Wen man versucht, diese gesellschaftlichen und ökonomischen Verhältnisse mit "Herz" statt mit "Verstand" abzuarbeiten, landet man genau so schnell bei Vernichtungslagern als wenn man seine ideale, ideologische Wünschdirwas-Gesellschaft zu Tode rationalisiert.

Und was nun den Sex betrifft - Der Geschlechtstrieb ist beim Menschen im Allgemeinen eine sehr starke, treibende Kraft. Wer versucht, das zu leugnen, handelt sich in der Regel nichts als Probleme ein, wie man beispielsweise leicht an den ubiquitären zölibatären Päderasten-Pfaffen ablesen kann, die übrigens seltsamerweise einerseits keinen einzigen offenen Fürsprecher für ihr spezielles sexuelles Anderssein finden, aber andererseits selbst (oder gerade) in den konservativsten gesellschaftlichen Kreisen widerspruchslos hingenommen werden... Davon abgesehen haben wir als Spezies wirklich verdammt Glück gehabt, dass der ganze Fortpflanzungsmechanismus von ein paar Macken abgesehen eine prinzipiell durchaus spassige Angelegenheit geworden ist, die wir mittlerweile schon recht gut von ihrem eigentlichen Zweck abstrahieren können.

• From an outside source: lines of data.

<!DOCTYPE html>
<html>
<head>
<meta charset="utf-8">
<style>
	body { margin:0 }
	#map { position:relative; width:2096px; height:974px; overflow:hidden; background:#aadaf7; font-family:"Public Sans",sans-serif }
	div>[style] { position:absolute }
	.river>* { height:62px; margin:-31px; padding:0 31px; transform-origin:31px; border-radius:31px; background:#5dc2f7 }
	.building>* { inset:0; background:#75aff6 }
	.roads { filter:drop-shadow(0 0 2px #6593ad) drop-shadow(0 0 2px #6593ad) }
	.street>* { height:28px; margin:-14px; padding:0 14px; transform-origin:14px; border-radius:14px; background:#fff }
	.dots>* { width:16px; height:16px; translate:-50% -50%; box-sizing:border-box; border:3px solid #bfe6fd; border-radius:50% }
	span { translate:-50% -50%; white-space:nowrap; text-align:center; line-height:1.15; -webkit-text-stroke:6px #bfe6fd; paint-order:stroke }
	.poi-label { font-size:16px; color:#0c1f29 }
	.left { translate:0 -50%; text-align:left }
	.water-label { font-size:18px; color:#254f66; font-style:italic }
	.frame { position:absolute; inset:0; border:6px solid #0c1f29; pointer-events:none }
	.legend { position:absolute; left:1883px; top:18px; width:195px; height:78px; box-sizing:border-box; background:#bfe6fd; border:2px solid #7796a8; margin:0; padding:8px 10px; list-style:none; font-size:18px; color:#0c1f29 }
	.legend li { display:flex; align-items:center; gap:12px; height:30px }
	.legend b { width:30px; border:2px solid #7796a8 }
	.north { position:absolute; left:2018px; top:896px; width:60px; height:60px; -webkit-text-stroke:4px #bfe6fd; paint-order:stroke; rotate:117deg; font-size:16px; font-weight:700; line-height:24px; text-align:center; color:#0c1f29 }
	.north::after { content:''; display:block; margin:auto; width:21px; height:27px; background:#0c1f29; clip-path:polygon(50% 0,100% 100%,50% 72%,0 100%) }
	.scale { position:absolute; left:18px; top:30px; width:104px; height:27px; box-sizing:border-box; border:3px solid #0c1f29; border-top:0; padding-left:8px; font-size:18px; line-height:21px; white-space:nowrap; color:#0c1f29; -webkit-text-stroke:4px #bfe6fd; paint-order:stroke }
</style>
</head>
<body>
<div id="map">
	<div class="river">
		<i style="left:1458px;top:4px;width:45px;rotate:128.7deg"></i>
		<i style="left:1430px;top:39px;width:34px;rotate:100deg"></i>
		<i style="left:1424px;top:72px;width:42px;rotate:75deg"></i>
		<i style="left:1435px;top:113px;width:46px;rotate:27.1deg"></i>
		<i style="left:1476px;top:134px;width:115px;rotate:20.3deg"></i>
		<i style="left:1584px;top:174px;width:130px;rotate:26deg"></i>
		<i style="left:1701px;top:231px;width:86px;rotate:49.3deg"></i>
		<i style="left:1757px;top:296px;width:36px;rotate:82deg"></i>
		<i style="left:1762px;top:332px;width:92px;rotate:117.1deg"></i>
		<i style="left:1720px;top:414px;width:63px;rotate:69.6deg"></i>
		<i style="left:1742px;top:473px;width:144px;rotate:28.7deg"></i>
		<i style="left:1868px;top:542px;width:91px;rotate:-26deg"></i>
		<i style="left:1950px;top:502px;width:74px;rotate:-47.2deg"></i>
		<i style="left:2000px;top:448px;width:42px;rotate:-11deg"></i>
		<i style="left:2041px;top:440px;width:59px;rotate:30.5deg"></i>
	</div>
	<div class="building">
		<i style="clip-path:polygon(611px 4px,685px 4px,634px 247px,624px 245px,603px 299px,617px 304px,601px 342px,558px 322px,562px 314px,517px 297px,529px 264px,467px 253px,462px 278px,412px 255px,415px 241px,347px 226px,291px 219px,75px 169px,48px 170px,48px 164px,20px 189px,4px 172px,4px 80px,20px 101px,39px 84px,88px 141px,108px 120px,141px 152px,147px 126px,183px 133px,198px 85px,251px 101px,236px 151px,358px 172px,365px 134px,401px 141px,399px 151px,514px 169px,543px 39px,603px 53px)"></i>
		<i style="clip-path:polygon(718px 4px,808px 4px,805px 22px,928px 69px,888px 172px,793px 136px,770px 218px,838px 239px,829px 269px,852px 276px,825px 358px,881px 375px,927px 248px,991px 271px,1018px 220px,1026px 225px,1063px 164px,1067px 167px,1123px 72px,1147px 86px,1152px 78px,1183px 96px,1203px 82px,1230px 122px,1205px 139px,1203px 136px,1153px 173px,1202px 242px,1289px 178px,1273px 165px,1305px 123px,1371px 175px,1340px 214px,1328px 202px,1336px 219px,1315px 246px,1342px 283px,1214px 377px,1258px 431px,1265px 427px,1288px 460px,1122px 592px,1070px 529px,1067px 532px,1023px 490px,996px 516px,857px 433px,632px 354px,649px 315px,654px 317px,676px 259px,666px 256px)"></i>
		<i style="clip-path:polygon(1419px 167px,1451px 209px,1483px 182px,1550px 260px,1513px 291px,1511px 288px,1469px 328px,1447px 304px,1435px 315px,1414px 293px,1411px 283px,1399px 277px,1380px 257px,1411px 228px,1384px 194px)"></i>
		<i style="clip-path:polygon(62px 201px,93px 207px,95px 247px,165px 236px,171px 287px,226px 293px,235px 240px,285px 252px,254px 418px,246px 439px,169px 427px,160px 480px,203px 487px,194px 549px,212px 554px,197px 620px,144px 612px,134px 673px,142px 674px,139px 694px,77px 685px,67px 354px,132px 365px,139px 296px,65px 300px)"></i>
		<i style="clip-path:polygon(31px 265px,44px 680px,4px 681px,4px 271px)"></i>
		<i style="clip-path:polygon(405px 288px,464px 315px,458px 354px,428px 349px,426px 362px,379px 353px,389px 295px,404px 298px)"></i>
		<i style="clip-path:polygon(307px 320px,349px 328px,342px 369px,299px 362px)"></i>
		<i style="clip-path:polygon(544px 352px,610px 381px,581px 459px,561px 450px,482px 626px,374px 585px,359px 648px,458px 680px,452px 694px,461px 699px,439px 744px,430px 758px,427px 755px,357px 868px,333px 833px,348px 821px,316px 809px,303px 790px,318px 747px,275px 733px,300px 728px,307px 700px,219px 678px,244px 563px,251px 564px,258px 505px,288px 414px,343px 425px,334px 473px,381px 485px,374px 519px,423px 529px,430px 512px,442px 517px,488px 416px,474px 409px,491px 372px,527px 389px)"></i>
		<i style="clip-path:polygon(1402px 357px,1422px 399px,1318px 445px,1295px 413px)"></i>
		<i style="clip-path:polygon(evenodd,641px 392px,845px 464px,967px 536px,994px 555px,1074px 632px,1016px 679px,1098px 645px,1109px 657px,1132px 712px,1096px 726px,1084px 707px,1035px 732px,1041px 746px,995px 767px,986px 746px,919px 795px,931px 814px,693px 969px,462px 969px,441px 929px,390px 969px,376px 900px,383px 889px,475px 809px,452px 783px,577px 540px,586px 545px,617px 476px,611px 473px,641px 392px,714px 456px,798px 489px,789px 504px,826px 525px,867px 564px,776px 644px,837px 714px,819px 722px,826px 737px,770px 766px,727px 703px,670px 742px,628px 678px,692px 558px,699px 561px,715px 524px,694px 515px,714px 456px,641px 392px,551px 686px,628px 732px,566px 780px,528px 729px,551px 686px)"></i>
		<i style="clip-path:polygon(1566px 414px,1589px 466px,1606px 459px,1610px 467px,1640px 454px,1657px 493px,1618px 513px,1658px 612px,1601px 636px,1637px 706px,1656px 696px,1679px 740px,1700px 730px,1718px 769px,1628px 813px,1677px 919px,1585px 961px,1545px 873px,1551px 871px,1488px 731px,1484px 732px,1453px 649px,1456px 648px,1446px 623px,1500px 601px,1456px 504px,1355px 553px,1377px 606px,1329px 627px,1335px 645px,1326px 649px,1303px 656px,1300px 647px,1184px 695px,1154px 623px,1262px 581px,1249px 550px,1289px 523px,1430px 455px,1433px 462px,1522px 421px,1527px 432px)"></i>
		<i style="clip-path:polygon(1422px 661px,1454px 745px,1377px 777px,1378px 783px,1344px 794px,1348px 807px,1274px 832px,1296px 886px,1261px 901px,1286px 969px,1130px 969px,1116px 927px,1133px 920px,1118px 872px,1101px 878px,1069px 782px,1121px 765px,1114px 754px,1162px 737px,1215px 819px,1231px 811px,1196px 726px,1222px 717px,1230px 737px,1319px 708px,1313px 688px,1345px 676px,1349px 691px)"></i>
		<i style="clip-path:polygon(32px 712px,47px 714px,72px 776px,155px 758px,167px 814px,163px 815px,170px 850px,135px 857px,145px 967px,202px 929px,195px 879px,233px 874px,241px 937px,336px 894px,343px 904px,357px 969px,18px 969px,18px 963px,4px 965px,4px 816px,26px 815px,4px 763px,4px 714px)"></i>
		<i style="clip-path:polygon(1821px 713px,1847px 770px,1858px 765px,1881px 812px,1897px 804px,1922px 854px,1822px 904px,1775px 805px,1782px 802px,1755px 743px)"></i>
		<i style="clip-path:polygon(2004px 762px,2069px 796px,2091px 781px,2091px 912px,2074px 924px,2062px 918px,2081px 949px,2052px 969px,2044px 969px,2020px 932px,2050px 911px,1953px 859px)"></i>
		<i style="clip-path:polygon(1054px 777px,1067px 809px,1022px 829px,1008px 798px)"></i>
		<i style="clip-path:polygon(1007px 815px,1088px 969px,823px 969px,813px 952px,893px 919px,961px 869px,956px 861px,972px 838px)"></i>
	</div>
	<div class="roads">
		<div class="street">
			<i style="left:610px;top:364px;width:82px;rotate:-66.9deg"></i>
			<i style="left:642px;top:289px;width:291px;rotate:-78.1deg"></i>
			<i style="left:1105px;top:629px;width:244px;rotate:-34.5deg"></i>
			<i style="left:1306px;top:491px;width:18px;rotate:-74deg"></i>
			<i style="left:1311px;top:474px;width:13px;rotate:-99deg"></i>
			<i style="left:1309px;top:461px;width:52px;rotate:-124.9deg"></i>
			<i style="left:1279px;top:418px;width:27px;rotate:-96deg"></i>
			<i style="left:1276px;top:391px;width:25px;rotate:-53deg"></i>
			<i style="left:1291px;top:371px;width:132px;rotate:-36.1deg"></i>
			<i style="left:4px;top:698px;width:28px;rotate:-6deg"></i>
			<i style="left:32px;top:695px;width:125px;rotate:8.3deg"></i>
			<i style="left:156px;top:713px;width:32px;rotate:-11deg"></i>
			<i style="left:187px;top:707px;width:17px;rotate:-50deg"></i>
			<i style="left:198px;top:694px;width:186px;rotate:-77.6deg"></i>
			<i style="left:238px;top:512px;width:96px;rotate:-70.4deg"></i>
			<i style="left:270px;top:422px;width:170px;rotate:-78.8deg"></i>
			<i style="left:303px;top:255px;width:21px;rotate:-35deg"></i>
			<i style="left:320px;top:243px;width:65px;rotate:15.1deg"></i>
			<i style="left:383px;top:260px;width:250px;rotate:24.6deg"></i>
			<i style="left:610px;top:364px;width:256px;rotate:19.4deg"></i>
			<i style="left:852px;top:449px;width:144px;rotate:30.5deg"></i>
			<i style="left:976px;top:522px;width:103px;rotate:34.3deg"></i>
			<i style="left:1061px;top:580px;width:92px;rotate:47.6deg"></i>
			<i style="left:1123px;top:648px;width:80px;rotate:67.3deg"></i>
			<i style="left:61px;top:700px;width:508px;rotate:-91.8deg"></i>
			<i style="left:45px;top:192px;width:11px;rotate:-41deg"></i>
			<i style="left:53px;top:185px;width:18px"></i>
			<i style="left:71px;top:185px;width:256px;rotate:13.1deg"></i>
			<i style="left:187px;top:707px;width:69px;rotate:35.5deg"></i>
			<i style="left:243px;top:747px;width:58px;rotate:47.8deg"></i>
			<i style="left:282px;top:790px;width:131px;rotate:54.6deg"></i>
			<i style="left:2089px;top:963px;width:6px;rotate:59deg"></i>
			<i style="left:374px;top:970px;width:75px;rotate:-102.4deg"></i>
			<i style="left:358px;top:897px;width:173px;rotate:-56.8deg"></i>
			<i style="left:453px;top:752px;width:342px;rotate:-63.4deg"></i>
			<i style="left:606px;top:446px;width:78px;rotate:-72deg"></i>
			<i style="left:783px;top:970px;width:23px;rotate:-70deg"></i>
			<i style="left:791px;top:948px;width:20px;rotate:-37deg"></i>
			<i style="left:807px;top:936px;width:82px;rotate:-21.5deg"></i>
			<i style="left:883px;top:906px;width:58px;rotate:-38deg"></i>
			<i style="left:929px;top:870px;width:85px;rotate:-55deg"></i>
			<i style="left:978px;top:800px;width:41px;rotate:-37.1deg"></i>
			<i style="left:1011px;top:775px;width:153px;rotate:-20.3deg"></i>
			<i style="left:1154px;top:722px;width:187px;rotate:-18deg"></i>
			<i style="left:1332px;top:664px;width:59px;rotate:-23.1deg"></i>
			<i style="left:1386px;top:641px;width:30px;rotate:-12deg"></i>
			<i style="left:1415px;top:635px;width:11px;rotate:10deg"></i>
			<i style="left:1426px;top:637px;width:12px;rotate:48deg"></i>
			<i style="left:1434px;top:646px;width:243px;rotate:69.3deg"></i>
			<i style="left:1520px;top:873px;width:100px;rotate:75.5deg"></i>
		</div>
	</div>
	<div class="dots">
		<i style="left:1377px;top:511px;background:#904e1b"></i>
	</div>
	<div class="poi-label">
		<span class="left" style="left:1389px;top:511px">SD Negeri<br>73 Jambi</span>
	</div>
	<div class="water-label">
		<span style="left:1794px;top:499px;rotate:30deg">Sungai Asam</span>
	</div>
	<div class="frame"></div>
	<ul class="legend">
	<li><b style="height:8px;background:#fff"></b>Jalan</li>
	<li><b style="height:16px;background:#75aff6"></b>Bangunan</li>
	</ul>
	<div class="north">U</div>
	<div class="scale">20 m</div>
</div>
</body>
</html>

Das könnte durchaus ein eingebauter Mechanismus der Natur zur Kontrolle einer Überpopulation sein. Je grösser die Bevölkerungsdichte, desto grösser der Anteil alternativer Sexpraktiken die nicht zu Nachwuchs führen, oder so ähnlich. Das würde sich natürlich mit der kapitalistischen Notwendigkeit von stetigem sich beschleunigendem Wachstum beissen. Bin aber kein Anthropologe, könnte also kompletter Unsinn sein, die Hypothese.

Naives Gefühlsgedusel macht die Welt jedenfalls nicht besser, sondern ist wahrscheinlich für die schlimmsten Massaker der Geschichte hauptsächlich mitverantwortlich.